▸ **Provided data**:
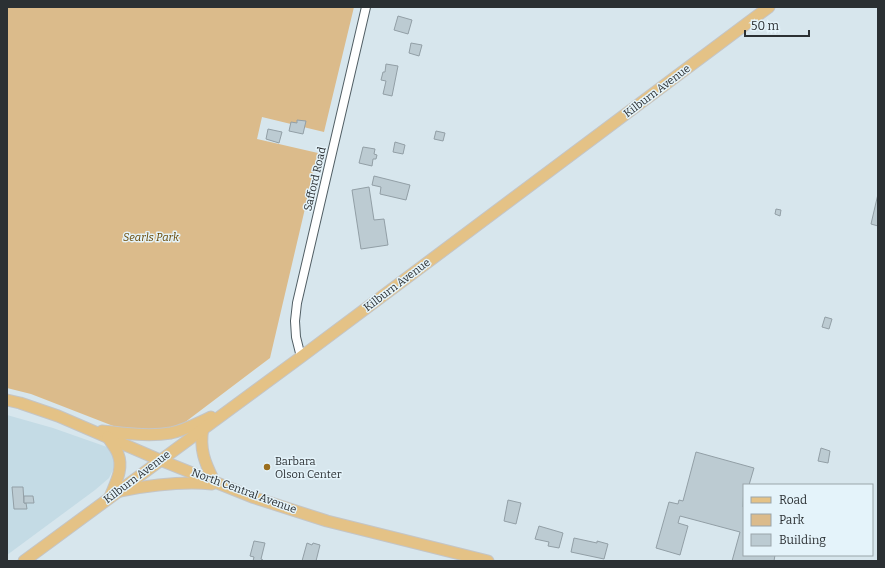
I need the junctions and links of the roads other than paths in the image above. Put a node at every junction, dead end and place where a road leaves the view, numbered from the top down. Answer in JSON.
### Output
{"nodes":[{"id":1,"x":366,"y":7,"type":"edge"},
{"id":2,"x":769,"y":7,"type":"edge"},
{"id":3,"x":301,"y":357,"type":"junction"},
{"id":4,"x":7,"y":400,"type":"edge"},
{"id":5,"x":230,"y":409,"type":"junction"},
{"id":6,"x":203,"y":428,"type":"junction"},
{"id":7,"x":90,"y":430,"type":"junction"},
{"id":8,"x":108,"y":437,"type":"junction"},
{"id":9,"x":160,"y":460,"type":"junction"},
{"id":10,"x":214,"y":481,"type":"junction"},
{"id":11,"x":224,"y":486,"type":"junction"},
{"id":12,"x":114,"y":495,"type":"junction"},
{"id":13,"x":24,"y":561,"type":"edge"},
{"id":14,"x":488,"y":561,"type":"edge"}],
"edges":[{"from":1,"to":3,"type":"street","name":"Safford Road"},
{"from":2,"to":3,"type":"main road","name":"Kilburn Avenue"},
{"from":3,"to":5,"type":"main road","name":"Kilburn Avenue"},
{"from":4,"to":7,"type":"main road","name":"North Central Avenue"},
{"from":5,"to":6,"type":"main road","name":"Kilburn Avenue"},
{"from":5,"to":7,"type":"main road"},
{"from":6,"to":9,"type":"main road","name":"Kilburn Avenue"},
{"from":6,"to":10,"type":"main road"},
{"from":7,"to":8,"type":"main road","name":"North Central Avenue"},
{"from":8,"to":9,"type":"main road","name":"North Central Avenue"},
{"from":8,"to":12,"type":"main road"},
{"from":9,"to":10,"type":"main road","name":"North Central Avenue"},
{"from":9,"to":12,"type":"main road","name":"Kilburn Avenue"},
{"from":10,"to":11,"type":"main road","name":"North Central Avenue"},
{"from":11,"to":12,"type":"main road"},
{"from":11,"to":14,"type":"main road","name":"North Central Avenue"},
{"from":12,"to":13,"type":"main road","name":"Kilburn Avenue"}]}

==

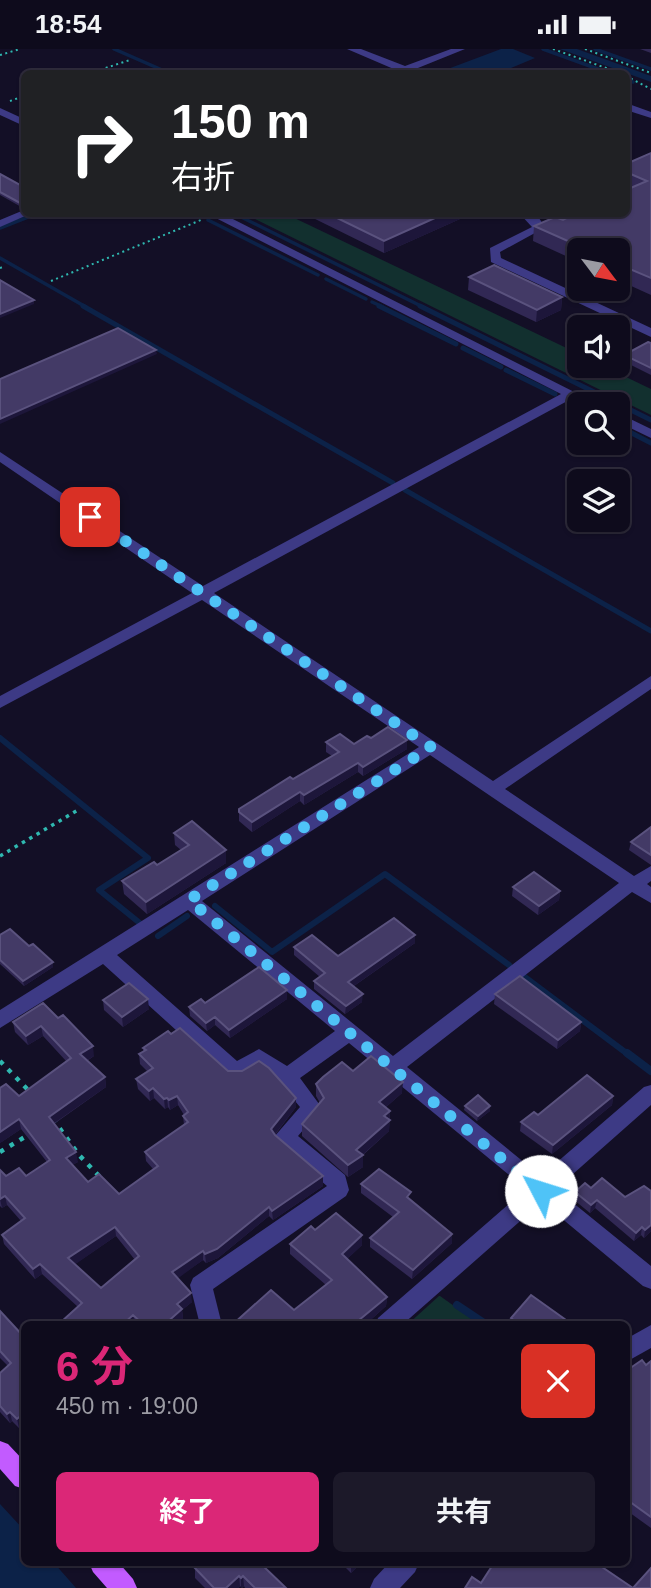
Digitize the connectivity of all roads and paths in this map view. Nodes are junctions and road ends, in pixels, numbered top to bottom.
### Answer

▸ **Task objective**:
Pull out all lines from the entries above that include the word "view".

▸ **Written solution**:
I need the junctions and links of the roads other than paths in the image above. Put a node at every junction, dead end and place where a road leaves the view, numbered from the top down. Answer in JSON.
Digitize the connectivity of all roads and paths in this map view. Nodes are junctions and road ends, in pixels, numbered top to bottom.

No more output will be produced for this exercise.